▸ **RECORDS FOR THE TASK**:
####################

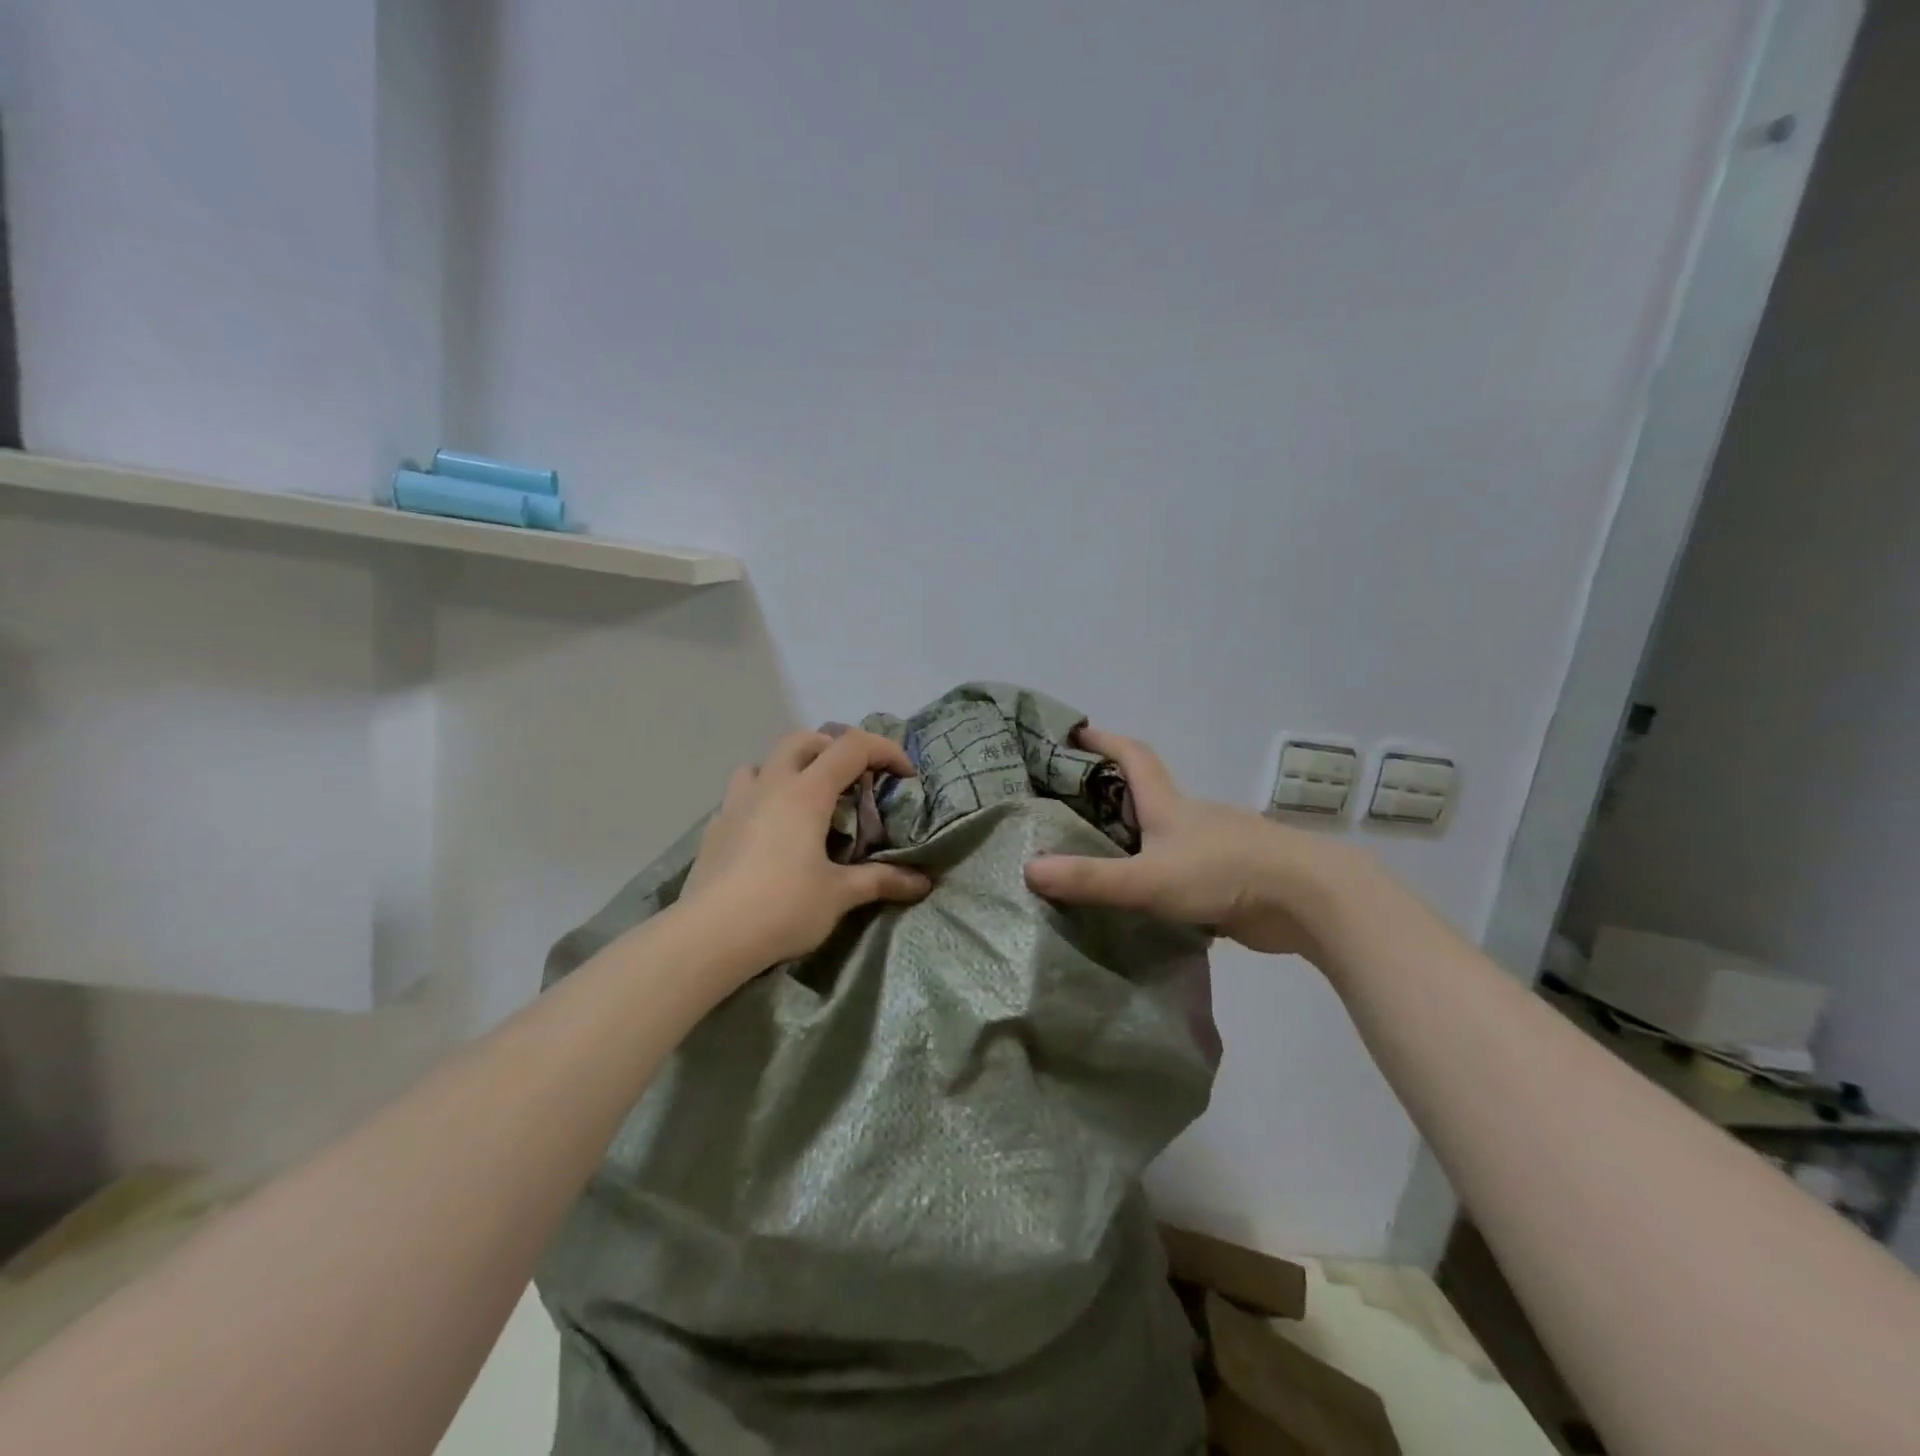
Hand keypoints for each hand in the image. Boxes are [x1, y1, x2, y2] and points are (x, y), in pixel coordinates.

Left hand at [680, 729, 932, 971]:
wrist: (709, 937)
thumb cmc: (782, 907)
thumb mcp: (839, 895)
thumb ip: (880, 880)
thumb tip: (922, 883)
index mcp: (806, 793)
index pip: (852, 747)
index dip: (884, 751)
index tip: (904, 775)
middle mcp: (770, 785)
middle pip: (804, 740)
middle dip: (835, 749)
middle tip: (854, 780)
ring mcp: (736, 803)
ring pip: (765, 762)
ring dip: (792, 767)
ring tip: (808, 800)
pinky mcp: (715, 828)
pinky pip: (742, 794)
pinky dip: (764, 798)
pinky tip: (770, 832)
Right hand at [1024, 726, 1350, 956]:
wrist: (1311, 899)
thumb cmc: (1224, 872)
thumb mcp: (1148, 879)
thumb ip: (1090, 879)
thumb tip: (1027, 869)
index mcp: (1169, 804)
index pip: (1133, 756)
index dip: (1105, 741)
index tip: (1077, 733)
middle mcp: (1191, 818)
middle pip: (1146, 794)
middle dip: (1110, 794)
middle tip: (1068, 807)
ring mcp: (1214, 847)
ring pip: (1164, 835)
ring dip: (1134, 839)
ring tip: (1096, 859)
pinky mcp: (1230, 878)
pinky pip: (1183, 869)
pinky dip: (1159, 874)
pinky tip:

####################

▸ **WHAT TO PRODUCE**: Go through the entries above and copy every line containing "hand".

▸ **EXERCISE SOLUTION**:
Hand keypoints for each hand in the image. Boxes are [x1, y1, x2, y2] and points are (x, y), in pixel coordinates.
Left hand at [680, 729, 932, 971]:
Right hand at [1024, 726, 1350, 956]:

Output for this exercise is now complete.